Je regrette presque d’être né avant. Quand j’ai eu mon bac, on m’a dit :«C’est soit l’Europe, soit la fac». C’est tout mon garçon. Et si tu aimes ta famille, ton pays, et tu as les bonnes notes, tu seras médecin, ou ingénieur, ou pilote. Inchallah!
Il n’y avait pas beaucoup de pistes alternatives. Quand on ne voulait devenir ni médecin ni ingénieur, c’est qu’on était nul ou fou.
Nos parents et les anciens en général étaient les rois des idées fixes. Ils n’aimaient pas trop les branches littéraires et préféraient les matières scientifiques. On pensait que notre pays avait besoin d’inventeurs, pas de littérateurs.
On pensait aussi que la philosophie était une perte de temps (littéralement du «tkherbiq», du vent), que l’art et le journalisme n’étaient pas des métiers, mais des loisirs («hiwaya»). Quant au foot et au sport en général, ils étaient bons pour les voyous et les pauvres.
On réfléchissait à la place des gamins.

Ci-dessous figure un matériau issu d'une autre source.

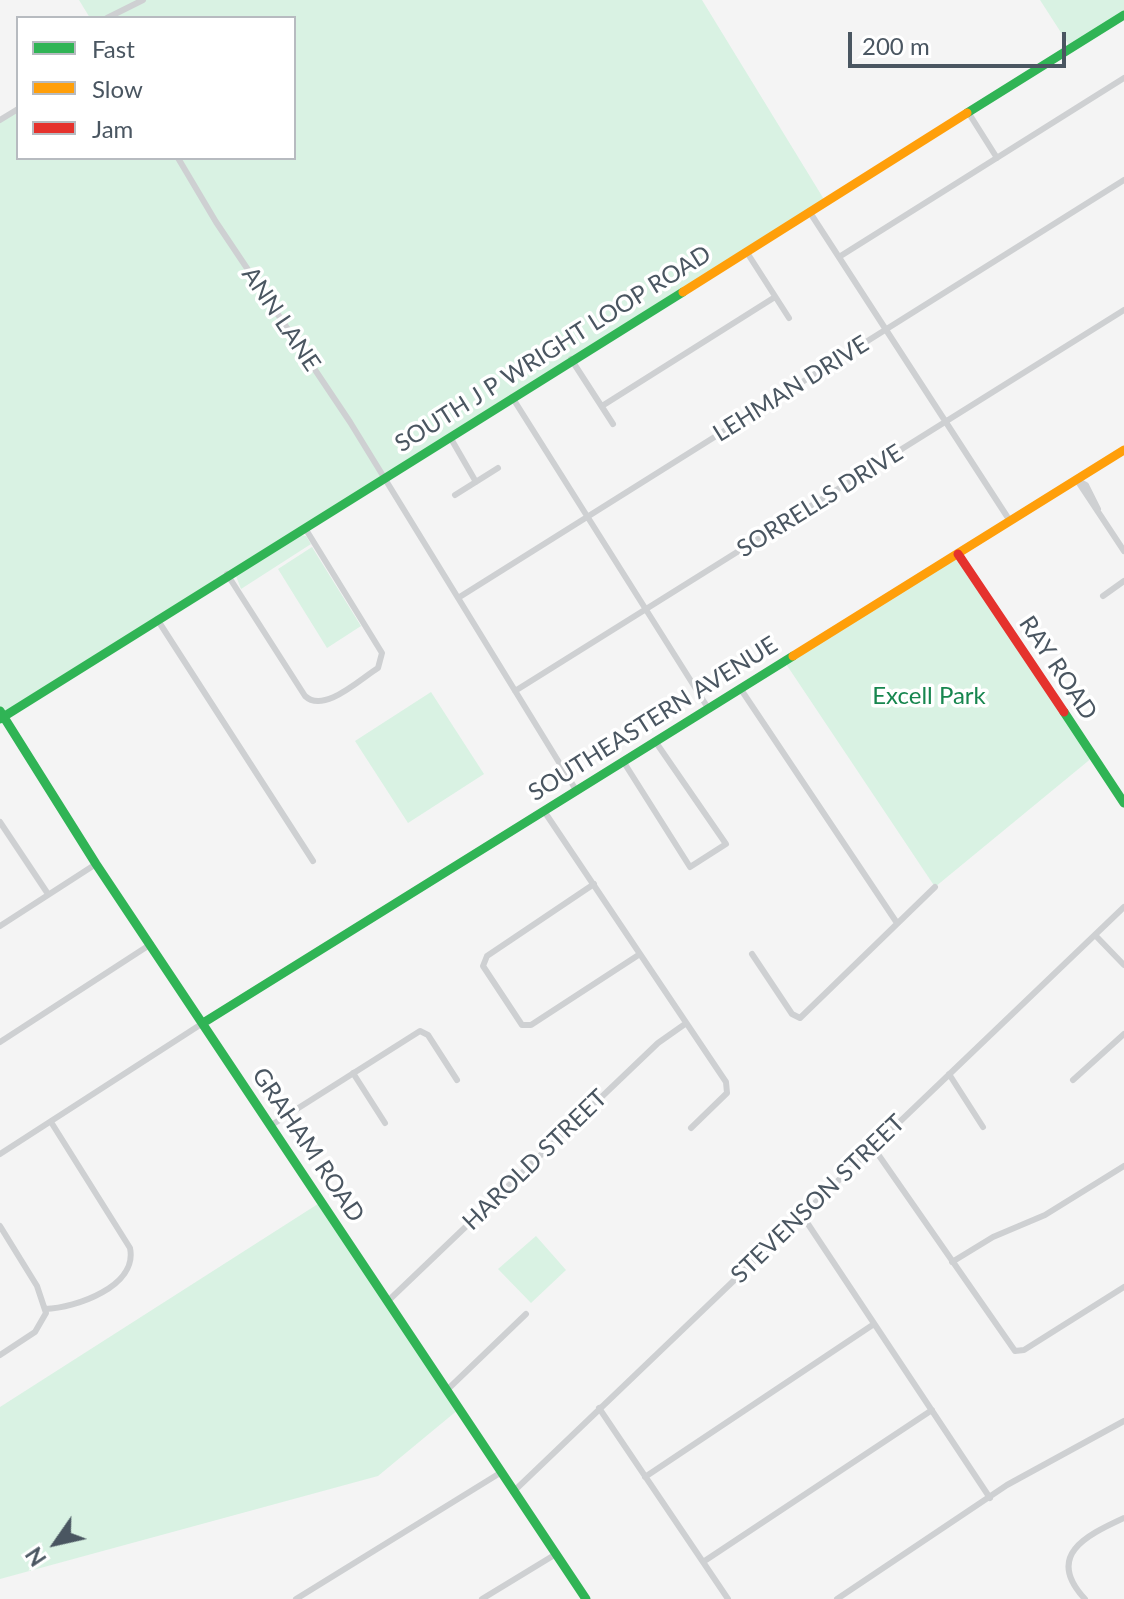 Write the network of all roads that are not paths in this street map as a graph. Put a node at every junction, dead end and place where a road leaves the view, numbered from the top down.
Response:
1 (143, 0) edge
2 (1124, 15) edge
3 (111, 16) edge
4 (1124, 78) edge
5 (968, 112) junction
6 (997, 158) junction
7 (179, 160) edge
8 (1124, 180) edge
9 (809, 211) junction
10 (746, 251) junction
11 (839, 257) junction
12 (775, 297) junction
13 (1124, 310) edge
14 (789, 318) dead end
15 (886, 329) junction
16 (571, 359) junction
17 (512, 397) junction
18 (602, 406) junction
19 (945, 422) junction
20 (613, 424) dead end
21 (450, 437) junction
22 (1124, 450) edge
23 (498, 468) dead end
24 (384, 479) junction
25 (1077, 480) junction
26 (476, 482) junction
27 (455, 495) dead end
28 (587, 517) junction
29 (1010, 521) junction
30 (305, 528) junction
31 (1124, 551) edge
32 (958, 554) junction
33 (227, 574) junction
34 (1124, 581) edge
35 (1103, 596) dead end
36 (458, 598) junction
37 (646, 609) junction
38 (157, 619) junction
39 (740, 688) junction
40 (515, 691) junction
41 (708, 708) junction
42 (1, 716) edge
43 (655, 741) junction
44 (623, 761) junction
45 (576, 790) junction
46 (1124, 803) edge
47 (544, 811) junction
48 (0, 822) edge
49 (313, 861) dead end
50 (96, 864) junction
51 (594, 884) junction
52 (935, 887) dead end
53 (48, 894) junction
54 (1124, 907) edge
55 (897, 923) junction
56 (0, 926) edge
57 (1095, 935) junction
58 (151, 944) junction
59 (640, 954) junction
60 (752, 954) dead end
61 (1124, 965) edge
62 (203, 1023) junction
63 (685, 1024) junction
64 (1124, 1034) edge
65 (0, 1042) edge
66 (353, 1073) junction
67 (949, 1074) junction
68 (457, 1080) dead end
69 (1073, 1080) dead end
70 (51, 1122) junction
71 (385, 1123) dead end
72 (270, 1126) junction
73 (983, 1127) dead end
74 (691, 1128) dead end
75 (873, 1147) junction
76 (0, 1154) edge
77 (1124, 1166) edge
78 (802, 1215) junction
79 (0, 1226) edge
80 (952, 1262) junction
81 (1124, 1287) edge
82 (388, 1301) junction
83 (45, 1309) junction
84 (526, 1314) dead end
85 (874, 1324) junction
86 (0, 1355) edge
87 (447, 1390) junction
88 (599, 1408) junction
89 (932, 1410) junction
90 (1124, 1421) edge
91 (500, 1473) junction
92 (645, 1477) junction
93 (513, 1492) junction
94 (990, 1498) junction
95 (1124, 1518) edge
96 (556, 1554) junction
97 (703, 1562) junction
98 (296, 1599) edge
99 (482, 1599) edge
100 (586, 1599) edge
101 (728, 1599) edge
102 (837, 1599) edge
103 (1085, 1599) edge

1 - 3 street
2 - 5 main road, SOUTH J P WRIGHT LOOP ROAD
4 - 6 street
5 - 6 street
5 - 9 main road, SOUTH J P WRIGHT LOOP ROAD
6 - 11 street
7 - 24 street, ANN LANE
8 - 15 street, LEHMAN DRIVE
9 - 10 main road, SOUTH J P WRIGHT LOOP ROAD
9 - 11 street
10 - 12 street
10 - 16 main road, SOUTH J P WRIGHT LOOP ROAD
11 - 15 street
12 - 14 street
12 - 18 street
13 - 19 street, SORRELLS DRIVE
15 - 19 street
15 - 28 street, LEHMAN DRIVE
16 - 17 main road, SOUTH J P WRIGHT LOOP ROAD
16 - 18 street
17 - 21 main road, SOUTH J P WRIGHT LOOP ROAD
17 - 28 street
18 - 20 street
19 - 29 street
19 - 37 street, SORRELLS DRIVE
21 - 24 main road, SOUTH J P WRIGHT LOOP ROAD
21 - 26 street
22 - 25 main road, SOUTHEASTERN AVENUE
23 - 26 street
24 - 30 main road, SOUTH J P WRIGHT LOOP ROAD
24 - 36 street, ANN LANE
25 - 29 main road, SOUTHEASTERN AVENUE
25 - 31 street
26 - 27 street
28 - 36 street, LEHMAN DRIVE
28 - 37 street
29 - 32 main road, SOUTHEASTERN AVENUE
30 - 33 main road, SOUTH J P WRIGHT LOOP ROAD
30 - 33 street
32 - 39 main road, SOUTHEASTERN AVENUE
32 - 46 main road, RAY ROAD
33 - 38 main road, SOUTH J P WRIGHT LOOP ROAD
34 - 35 street
36 - 40 street, ANN LANE
37 - 40 street, SORRELLS DRIVE
37 - 41 street
38 - 42 main road, SOUTH J P WRIGHT LOOP ROAD
38 - 49 street
39 - 41 main road, SOUTHEASTERN AVENUE
39 - 55 street
40 - 45 street, ANN LANE
41 - 43 main road, SOUTHEASTERN AVENUE
42 - 50 main road, GRAHAM ROAD
43 - 44 main road, SOUTHEASTERN AVENUE
43 - 44 street
44 - 45 main road, SOUTHEASTERN AVENUE
45 - 47 main road, SOUTHEASTERN AVENUE
47 - 51 street
47 - 62 main road, SOUTHEASTERN AVENUE
48 - 53 street
50 - 53 street
50 - 58 main road, GRAHAM ROAD
51 - 59 street
51 - 59 street
52 - 55 street
53 - 56 street
54 - 57 street, STEVENSON STREET
55 - 60 street
57 - 61 street
57 - 67 street, STEVENSON STREET
58 - 62 main road, GRAHAM ROAD
58 - 65 street
59 - 63 street
62 - 70 street
62 - 72 main road, GRAHAM ROAD
63 - 74 street
63 - 82 street, HAROLD STREET
64 - 69 street
66 - 68 street
66 - 71 street
66 - 72 street
67 - 73 street
67 - 75 street, STEVENSON STREET
70 - 76 street
70 - 83 street
72 - 82 main road, GRAHAM ROAD
75 - 78 street, STEVENSON STREET
75 - 80 street
77 - 80 street
78 - 85 street
78 - 88 street, STEVENSON STREET
79 - 83 street
80 - 81 street
82 - 87 main road, GRAHAM ROAD
83 - 86 street
84 - 87 street
85 - 89 street
85 - 92 street
87 - 91 main road, GRAHAM ROAD
88 - 92 street
88 - 93 street, STEVENSON STREET
89 - 94 street
89 - 97 street
90 - 94 street
91 - 93 main road, GRAHAM ROAD
91 - 98 street
92 - 97 street
93 - 96 main road, GRAHAM ROAD
94 - 102 street
95 - 103 street
96 - 99 street
96 - 100 main road, GRAHAM ROAD
97 - 101 street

On sélectionnait pour eux ce qui était digne ou pas digne d’un bon fils de famille, un ould ennass. Le gamin devait obéir et on devait décider à sa place.
Bien sûr, tout cela était pour le bien du gamin. C’est ce qu’on disait en toute circonstance. On devait choisir son avenir, lui garantir un métier bien vu en société et qui rapporte gros.
La fac, c’est bien mon fils, mais pas pour devenir chômeur. Ne choisis pas ce que tu aimes, mais ce qui te fera bien gagner ta vie plus tard. Ne rêve pas, garde les pieds sur terre, reste dans le concret. Ceux qui rêvent ne vont jamais nulle part et seront plus tard des bons à rien, des ratés.
Le discours ambiant était ainsi fait. Les gamins suivaient le chemin tracé par leurs familles et avançaient tête baissée, comme de pauvres bêtes poussées vers l’abattoir. Et c’est à peine exagéré…
Bien sûr, il y a des exceptions. Face à ce formatage intensif, qui robotise les gamins et en fait plus tard des adultes en réussite sociale et professionnelle, mais en échec personnel, prospères, mais malheureux comme des rats, il y a des pères de famille et des papys qui font de la résistance. Toujours. Contre vents et marées. De vrais romantiques.
Je me souviens par exemple de ce père de famille, modeste fonctionnaire à la poste, qui suait sang et eau pour aider son fils, qui suivait des études d’entomologie. Une partie de ses maigres économies et de son temps y passait: «Je l’aide à importer des vers, des papillons et j’ai presque fini par m’y connaître un peu aussi, c’est devenu un peu ma passion… Je me dis que s’il chôme plus tard, ou s’il ne gagne pas beaucoup d’argent, au moins il sera heureux de vivre de sa passion».
Un père comme ça, c’est de l’or en barre. J’espère qu’il y en aura beaucoup des comme lui qui aideront les gamins (ou les laisseront en paix) pour choisir ce qu’ils aiment vraiment. Aujourd’hui, un gamin un peu turbulent ou au contraire totalement renfrogné peut très bien s’arranger pour devenir influenceur. Et bien gagner sa vie!